Bila Anda suka membaca, mungkin Anda akan heran ada orang yang tidak pernah membaca sepanjang hidupnya. Tidak masuk akal rasanya. Tapi itulah kenyataan. Ada orang yang lebih suka mendengarkan musik, daripada membaca. Ada pula yang lebih banyak memelototi televisi, daripada berair mata pedih karena membaca. Kebanyakan, membaca bacaan yang bukan bacaan. Seperti bunda saya, dia membaca Alquran secara rutin. Quran memang buku penting, tapi tujuan membaca buku bukan seperti itu. Ada kesenangan. Ada hal-hal baru yang indah. Ada juga petualangan yang tiada habisnya. Saya rasa perasaan dan kesenangan membaca tak akan habis dituliskan dalam sebuah tulisan maya.
Tapi itulah. Mungkin ada yang berpikir, tidak akan beradab sebuah budaya dibangun tanpa kebiasaan membaca. Kenyataan berkata lain, begitu banyak manusia Indonesia tanpa membaca dapat hidup, kaya, dan beranak pinak hingga cucu-cicit selusin. Indonesia ini, banyak yang bilang berbudaya oral, manusianya lebih suka menggosip daripada menggosok kacamata gara-gara kena keringat orang yang membaca. Maka tak heran acara gosip di TV laris manis. Apakah kita harus memaksa mereka membaca? Saya rasa tidak. Bila kita menggunakan cara demikian, membaca adalah tirani baru. Saya kenal budaya membaca karena sebuah majalah yang dibawakan ayah dari kota (tempat tinggal saya jaraknya sekitar 20km dari kota Jombang). Tiap minggu saya merengek meminta, untunglah ayah saya seorang yang sayang pada putranya. Sekarang, saya pun tidak takut menghadapi buku setebal batu bata.
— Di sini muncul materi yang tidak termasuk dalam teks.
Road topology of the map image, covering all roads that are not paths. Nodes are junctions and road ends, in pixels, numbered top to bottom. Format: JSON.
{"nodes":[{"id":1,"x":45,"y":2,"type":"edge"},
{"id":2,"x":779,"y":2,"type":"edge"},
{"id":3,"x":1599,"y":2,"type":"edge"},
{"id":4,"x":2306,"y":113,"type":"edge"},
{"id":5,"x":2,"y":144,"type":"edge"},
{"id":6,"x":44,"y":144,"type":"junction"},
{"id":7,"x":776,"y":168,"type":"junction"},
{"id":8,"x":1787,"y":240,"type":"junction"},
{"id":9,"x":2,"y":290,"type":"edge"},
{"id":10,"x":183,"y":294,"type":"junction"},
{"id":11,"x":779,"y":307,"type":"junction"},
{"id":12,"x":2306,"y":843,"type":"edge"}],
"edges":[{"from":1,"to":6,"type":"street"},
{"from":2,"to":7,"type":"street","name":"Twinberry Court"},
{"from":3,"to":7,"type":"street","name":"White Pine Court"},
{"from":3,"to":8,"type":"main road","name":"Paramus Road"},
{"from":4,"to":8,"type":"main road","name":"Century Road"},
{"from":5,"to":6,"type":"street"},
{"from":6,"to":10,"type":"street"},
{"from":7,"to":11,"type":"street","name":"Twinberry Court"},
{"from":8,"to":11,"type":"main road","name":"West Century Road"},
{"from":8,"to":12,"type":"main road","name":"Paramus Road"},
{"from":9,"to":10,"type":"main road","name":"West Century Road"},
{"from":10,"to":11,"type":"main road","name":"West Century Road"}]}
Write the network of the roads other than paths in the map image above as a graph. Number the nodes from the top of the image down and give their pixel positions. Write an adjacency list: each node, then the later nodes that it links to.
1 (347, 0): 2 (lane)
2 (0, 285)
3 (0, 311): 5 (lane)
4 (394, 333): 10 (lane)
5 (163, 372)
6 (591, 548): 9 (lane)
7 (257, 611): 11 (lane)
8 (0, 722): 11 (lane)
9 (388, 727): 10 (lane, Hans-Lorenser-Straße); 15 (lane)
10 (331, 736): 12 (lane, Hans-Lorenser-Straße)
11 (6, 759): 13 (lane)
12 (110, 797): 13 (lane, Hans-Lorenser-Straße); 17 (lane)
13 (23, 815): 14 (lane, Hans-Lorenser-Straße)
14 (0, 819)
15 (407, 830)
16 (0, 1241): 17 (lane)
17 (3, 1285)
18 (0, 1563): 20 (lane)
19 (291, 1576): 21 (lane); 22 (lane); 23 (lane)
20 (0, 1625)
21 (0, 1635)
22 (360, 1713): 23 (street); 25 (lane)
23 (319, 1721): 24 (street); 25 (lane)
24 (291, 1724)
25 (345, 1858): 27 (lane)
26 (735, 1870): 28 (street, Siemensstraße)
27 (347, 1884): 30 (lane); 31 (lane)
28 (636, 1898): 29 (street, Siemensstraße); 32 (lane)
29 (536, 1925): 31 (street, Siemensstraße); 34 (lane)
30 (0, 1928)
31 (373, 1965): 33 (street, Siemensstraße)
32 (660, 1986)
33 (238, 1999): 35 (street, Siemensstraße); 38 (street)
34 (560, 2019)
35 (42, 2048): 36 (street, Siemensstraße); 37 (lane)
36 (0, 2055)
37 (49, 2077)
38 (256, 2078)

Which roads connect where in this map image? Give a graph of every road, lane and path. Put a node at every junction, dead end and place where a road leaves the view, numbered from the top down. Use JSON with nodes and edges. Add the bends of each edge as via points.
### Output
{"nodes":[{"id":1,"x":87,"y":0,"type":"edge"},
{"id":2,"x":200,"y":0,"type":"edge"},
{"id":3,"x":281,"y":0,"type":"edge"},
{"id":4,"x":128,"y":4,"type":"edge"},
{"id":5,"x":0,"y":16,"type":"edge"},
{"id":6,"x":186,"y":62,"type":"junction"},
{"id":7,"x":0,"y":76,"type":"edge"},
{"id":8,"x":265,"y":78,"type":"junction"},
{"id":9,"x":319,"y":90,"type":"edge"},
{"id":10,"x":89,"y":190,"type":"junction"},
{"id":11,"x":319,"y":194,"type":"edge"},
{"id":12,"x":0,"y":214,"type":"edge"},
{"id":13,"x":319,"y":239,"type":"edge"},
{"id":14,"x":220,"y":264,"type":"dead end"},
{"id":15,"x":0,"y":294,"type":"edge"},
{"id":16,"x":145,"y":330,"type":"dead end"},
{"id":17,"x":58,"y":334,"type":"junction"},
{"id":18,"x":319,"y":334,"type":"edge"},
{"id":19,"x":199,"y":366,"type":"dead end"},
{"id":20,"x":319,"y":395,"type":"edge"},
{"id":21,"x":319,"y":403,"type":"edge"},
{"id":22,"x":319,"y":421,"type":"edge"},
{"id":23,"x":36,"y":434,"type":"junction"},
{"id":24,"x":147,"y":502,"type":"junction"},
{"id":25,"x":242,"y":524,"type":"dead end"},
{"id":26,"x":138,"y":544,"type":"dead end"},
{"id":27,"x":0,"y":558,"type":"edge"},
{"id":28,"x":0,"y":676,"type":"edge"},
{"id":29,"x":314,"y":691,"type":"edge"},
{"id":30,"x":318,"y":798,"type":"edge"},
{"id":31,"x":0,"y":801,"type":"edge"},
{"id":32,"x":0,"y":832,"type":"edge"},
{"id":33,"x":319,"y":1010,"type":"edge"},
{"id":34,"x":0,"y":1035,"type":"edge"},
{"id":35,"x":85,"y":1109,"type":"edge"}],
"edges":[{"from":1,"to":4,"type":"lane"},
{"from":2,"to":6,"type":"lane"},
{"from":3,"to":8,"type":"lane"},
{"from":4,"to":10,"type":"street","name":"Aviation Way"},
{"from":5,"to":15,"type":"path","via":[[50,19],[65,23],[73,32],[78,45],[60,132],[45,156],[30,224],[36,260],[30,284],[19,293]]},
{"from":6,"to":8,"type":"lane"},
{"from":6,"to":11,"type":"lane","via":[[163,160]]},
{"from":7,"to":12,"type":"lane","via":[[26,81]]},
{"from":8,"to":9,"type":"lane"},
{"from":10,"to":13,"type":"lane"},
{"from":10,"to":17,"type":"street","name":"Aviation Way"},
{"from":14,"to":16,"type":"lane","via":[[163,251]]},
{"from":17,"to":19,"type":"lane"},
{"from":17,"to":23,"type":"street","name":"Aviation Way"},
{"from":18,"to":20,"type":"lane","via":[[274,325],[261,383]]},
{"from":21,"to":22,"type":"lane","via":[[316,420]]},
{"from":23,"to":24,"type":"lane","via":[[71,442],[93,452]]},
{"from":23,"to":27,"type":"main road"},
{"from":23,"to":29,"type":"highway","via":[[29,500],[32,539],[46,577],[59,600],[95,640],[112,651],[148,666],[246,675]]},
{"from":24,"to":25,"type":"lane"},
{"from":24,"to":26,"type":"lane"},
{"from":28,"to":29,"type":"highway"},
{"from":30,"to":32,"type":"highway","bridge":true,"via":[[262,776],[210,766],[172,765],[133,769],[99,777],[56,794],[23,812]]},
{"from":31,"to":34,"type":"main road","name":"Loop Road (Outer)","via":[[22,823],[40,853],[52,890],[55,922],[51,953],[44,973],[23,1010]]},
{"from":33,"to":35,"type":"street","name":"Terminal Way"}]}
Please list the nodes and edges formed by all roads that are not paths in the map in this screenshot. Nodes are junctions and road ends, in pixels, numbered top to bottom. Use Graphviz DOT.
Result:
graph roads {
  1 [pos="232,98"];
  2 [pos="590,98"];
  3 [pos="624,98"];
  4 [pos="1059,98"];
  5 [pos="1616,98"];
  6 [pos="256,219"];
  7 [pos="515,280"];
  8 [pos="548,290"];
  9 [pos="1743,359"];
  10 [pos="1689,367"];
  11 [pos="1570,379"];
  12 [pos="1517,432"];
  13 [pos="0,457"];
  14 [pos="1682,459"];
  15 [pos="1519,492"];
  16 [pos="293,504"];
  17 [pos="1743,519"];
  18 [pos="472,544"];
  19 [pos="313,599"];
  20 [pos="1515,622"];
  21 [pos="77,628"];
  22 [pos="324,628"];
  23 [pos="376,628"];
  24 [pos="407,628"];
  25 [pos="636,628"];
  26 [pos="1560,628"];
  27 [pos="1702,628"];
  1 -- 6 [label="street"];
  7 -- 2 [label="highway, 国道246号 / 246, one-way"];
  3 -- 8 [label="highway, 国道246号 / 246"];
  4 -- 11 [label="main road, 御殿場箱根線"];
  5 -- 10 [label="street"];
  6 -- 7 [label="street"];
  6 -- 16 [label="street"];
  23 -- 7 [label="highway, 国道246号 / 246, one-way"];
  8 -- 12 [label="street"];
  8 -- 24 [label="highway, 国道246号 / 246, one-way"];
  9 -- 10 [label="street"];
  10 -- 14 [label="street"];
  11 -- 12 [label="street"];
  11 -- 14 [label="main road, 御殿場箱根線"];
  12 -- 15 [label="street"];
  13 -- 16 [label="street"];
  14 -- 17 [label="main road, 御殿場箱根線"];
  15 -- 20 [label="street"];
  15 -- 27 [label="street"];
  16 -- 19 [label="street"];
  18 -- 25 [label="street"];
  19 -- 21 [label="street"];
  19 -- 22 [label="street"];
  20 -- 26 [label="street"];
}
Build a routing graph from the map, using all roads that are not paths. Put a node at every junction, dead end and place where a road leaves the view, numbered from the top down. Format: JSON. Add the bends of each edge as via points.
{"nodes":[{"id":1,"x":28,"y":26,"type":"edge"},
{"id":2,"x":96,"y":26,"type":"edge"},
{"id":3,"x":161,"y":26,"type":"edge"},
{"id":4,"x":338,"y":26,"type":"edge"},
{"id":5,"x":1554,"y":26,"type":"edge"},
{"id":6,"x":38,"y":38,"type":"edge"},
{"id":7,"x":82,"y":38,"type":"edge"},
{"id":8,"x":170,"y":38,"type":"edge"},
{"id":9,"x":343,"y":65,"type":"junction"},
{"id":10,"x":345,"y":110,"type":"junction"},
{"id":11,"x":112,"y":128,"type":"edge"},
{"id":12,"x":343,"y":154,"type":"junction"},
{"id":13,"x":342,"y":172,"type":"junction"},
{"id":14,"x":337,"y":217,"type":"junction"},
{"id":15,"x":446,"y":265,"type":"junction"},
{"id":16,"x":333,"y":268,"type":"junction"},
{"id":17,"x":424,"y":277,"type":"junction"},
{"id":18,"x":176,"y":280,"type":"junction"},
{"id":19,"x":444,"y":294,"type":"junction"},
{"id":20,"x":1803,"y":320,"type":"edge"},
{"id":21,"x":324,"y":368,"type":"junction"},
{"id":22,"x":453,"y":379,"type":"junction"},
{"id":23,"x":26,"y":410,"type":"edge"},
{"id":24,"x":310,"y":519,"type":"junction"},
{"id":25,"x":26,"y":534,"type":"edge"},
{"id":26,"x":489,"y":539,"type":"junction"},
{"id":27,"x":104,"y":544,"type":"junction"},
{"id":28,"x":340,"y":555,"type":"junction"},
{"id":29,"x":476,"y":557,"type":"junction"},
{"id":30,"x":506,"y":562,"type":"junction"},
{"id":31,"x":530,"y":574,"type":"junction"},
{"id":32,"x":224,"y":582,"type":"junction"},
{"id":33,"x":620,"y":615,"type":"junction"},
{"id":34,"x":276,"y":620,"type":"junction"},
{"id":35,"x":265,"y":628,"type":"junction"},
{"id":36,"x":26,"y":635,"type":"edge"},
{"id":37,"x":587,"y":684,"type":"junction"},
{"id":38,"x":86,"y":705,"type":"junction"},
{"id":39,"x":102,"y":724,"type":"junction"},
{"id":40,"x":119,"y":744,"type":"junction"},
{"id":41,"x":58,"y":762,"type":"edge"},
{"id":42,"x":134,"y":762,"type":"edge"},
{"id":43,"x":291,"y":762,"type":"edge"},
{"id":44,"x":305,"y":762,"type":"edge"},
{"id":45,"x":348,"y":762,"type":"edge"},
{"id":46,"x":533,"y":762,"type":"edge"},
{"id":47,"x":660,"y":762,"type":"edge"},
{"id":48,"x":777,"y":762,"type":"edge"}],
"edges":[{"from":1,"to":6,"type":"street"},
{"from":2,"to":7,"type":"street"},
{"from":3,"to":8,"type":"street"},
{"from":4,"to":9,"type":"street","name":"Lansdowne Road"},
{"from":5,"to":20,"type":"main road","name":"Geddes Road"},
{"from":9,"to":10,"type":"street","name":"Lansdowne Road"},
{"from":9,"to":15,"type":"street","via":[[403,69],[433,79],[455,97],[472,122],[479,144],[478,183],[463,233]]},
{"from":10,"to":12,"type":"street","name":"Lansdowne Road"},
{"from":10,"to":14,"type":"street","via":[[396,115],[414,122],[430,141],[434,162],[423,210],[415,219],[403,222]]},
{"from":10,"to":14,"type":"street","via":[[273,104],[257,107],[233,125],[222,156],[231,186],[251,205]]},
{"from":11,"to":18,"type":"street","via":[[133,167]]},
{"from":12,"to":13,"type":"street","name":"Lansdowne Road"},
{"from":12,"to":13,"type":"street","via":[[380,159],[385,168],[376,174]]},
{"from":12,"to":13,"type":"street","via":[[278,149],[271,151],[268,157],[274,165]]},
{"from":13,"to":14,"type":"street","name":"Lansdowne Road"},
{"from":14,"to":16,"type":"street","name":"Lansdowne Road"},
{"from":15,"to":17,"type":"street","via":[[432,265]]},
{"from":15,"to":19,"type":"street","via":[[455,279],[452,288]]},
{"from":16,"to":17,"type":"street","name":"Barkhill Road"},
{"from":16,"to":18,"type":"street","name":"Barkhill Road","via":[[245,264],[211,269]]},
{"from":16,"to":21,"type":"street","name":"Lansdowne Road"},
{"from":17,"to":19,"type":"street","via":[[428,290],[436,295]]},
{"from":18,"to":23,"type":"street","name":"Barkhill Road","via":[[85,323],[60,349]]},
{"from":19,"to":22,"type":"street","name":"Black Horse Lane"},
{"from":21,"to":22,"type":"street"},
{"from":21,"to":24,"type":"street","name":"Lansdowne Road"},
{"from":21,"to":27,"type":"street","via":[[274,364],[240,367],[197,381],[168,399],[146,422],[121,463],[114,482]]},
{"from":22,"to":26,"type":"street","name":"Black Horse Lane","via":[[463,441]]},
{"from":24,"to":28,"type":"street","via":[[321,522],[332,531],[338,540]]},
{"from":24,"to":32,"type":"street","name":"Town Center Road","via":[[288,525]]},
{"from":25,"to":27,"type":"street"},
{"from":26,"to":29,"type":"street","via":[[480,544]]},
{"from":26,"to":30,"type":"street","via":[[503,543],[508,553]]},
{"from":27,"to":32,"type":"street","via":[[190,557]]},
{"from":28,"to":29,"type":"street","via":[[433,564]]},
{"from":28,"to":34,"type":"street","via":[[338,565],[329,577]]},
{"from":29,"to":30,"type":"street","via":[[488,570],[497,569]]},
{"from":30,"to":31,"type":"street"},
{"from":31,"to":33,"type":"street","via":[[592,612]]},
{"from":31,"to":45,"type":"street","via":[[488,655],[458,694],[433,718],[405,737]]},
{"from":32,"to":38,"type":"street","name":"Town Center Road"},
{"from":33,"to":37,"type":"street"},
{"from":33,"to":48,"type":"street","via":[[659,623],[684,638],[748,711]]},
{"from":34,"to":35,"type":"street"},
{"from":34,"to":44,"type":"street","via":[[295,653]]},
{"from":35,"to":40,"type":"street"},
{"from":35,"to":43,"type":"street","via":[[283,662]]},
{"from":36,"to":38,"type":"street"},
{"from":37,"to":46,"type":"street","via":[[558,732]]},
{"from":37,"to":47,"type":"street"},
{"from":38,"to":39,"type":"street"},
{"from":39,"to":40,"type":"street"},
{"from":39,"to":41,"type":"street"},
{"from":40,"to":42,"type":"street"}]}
Jadi, bila Anda kurang suka membaca, atau bahkan membenci orang yang membaca. Saya minta maaf telah menulis ini. Saya tidak bermaksud menghina Anda, karena itu Anda pun tidak perlu malu tidak pernah membaca. Atau lanjutkan saja aktivitas hidup tanpa membaca, karena saya yakin setiap orang punya keahlian dan kewajibannya masing-masing. Tapi saya sendiri yakin, membaca lebih banyak gunanya daripada tidak. Mungkin Anda bisa memulai setelah membaca tulisan ini. Atau, kalau Anda sibuk, ajak dan ajarilah anak Anda untuk tidak takut buku. “Bacalah!,” demikian isi ayat Alquran yang pertama kali diturunkan oleh Tuhan. Saya rasa setiap agama lain pun mengajak umatnya membaca, dan membaca.